Sometimes people tell their story because a paper will publish it anyway with just enough detail to be identifiable, and they would rather own it. In other words, it's not much of a choice.

Not saying this is the case here, but it could be.

JH0404 · 09/02/2026 14:08

I would say something brief along the lines of you admire her waiving her anonymity as it humanises her experience which is powerful and could help others. As she has gone public I think it’s appropriate to show solidarity.

catipuss · 09/02/2026 14:08

Be careful when you bring it up, if you do. It may still be very raw and upsetting and if she gets tearful and emotional it could be very embarrassing for her if she then has to try to carry on working.

EarringsandLipstick · 09/02/2026 14:09

Ionlymakejokestodistractmyself · 09/02/2026 14:07

Sometimes people tell their story because a paper will publish it anyway with just enough detail to be identifiable, and they would rather own it. In other words, it's not much of a choice.
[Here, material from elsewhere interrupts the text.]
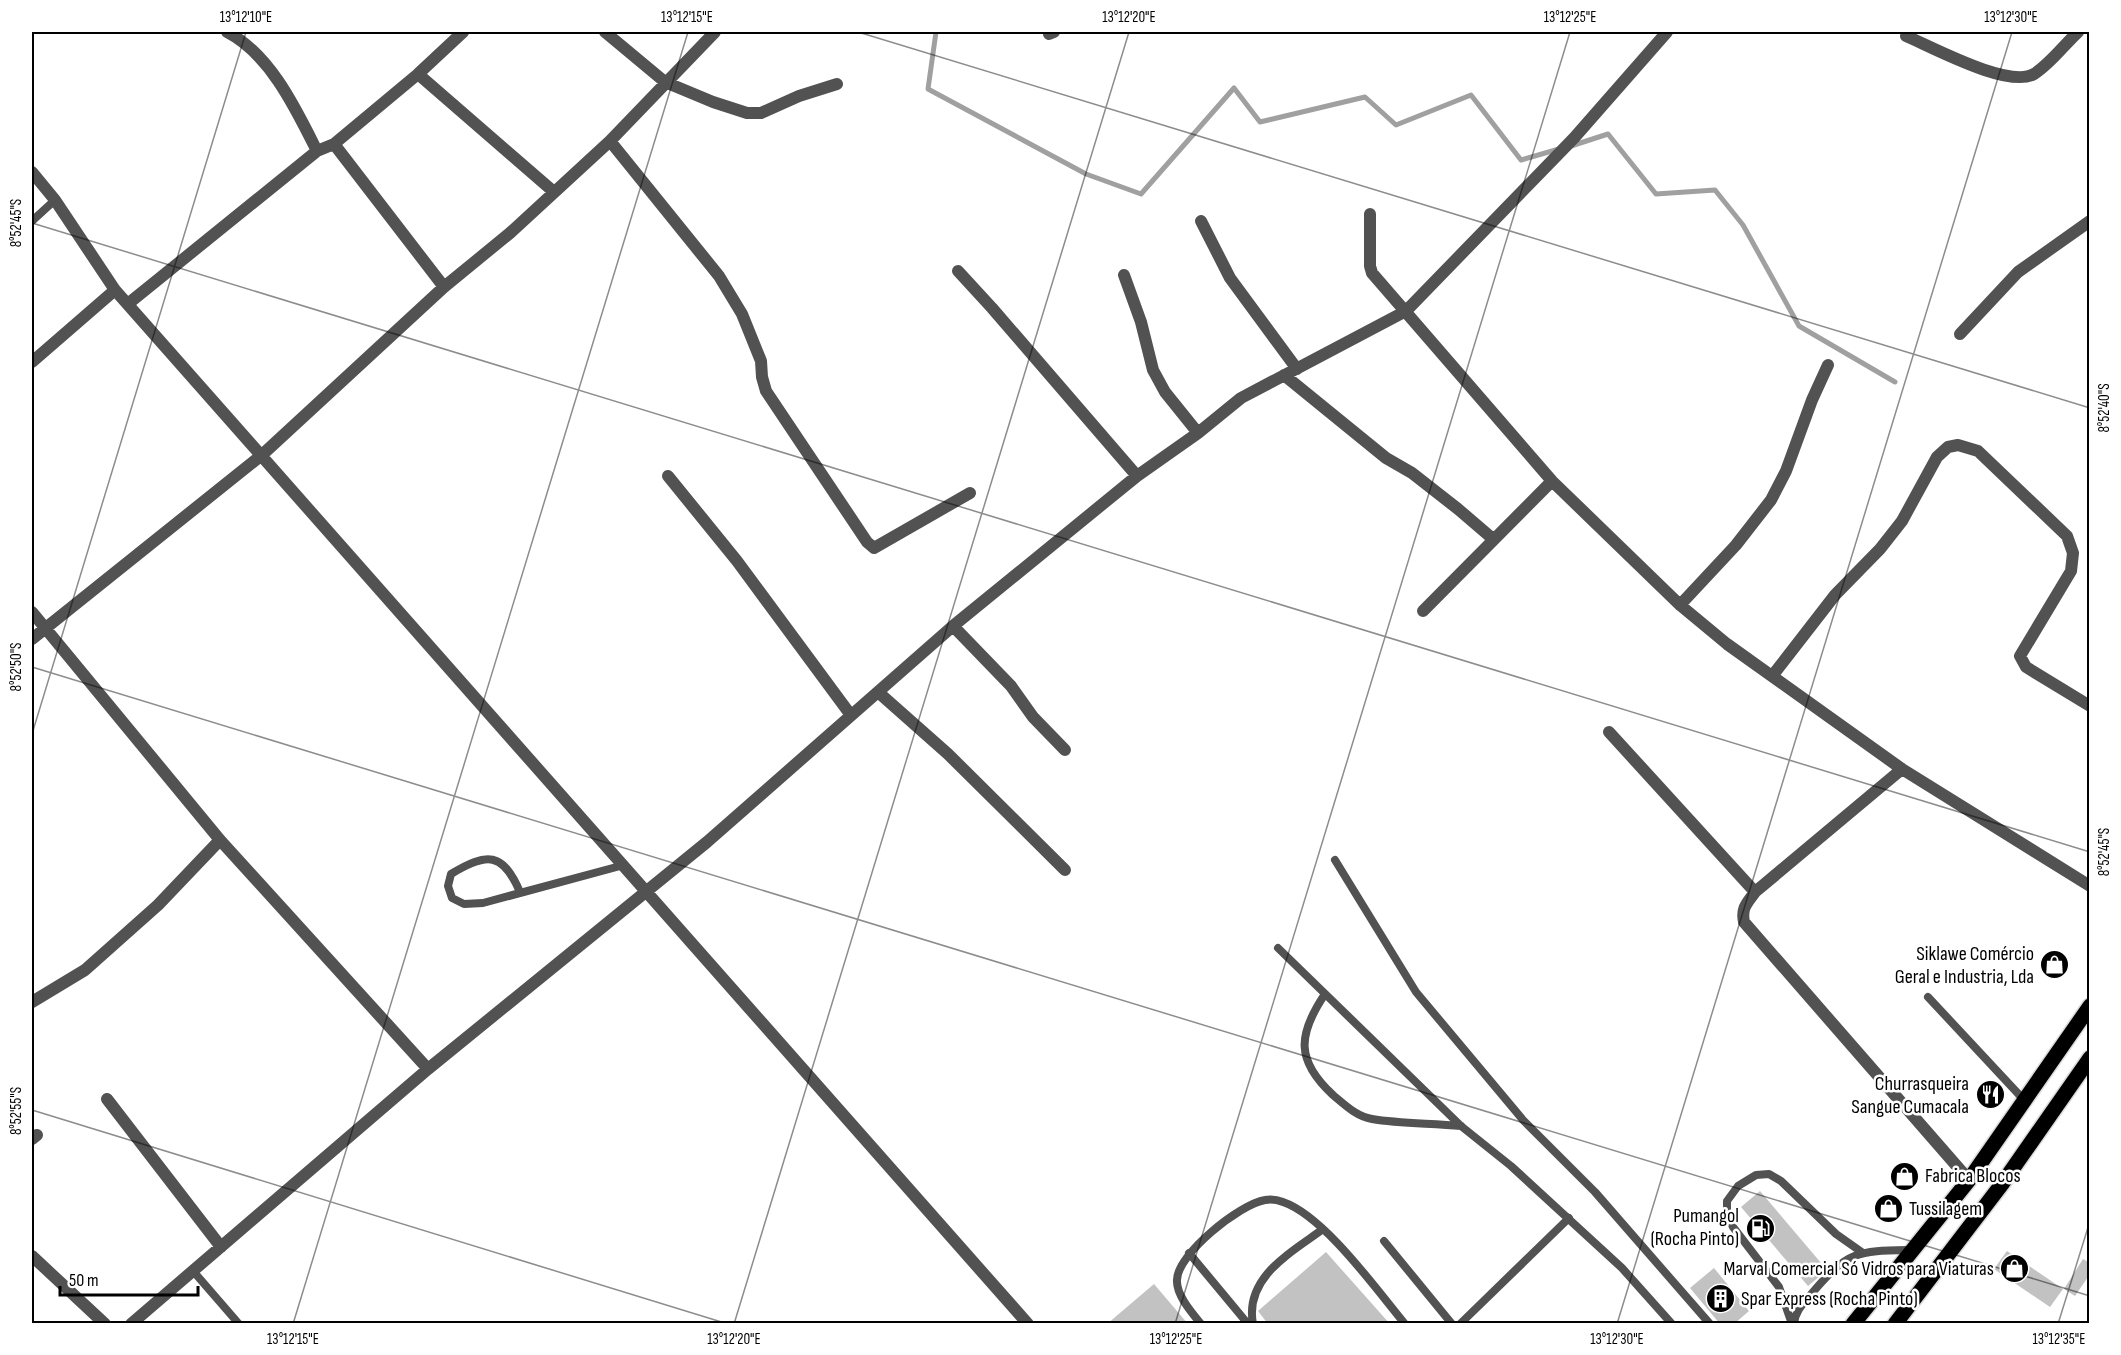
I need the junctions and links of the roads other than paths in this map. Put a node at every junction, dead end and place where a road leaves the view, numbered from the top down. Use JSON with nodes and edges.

Not saying this is the case here, but it could be.

They'd be in contempt of court then - papers aren't permitted to publish detail that would inadvertently identify the individual.

I'm in Ireland - when survivors of assault tell their stories, it's a definite decision where they waive anonymity, and choose to make a statement to the media and sometimes further interviews.

Grammarnut · 09/02/2026 14:10

ClaudiasDreadfulEyeliner · 09/02/2026 13:24

Oof no - it's not work related and is very personal and upsetting. Definitely don't bring it up.

This is how abuse of women is hidden all the time. It's upsetting to talk about it. We mustn't mention it.

Not sure what I would do, so giving no advice. Just saying sexual assault is very frequent and we should stop being polite about it and the men who perpetrate it.

EarringsandLipstick · 09/02/2026 14:11

It's entirely appropriate to mention it and offer support and acknowledgement of what she has done.

She has chosen to bring it into the public arena, which is massively commendable and brave. I think ignoring it is far worse (but then again, I'm in Ireland, it's more likely that we will raise personal matters here than in the UK - which can be good or bad ...)

Whyarepeople · 09/02/2026 14:12

If she's spoken publicly then it's very unlikely that it's a completely raw subject - she'll have given quite an extensive interview, perhaps with follow ups and it's likely others will have contacted her to talk about it too. There is far too much silence around sexual assault.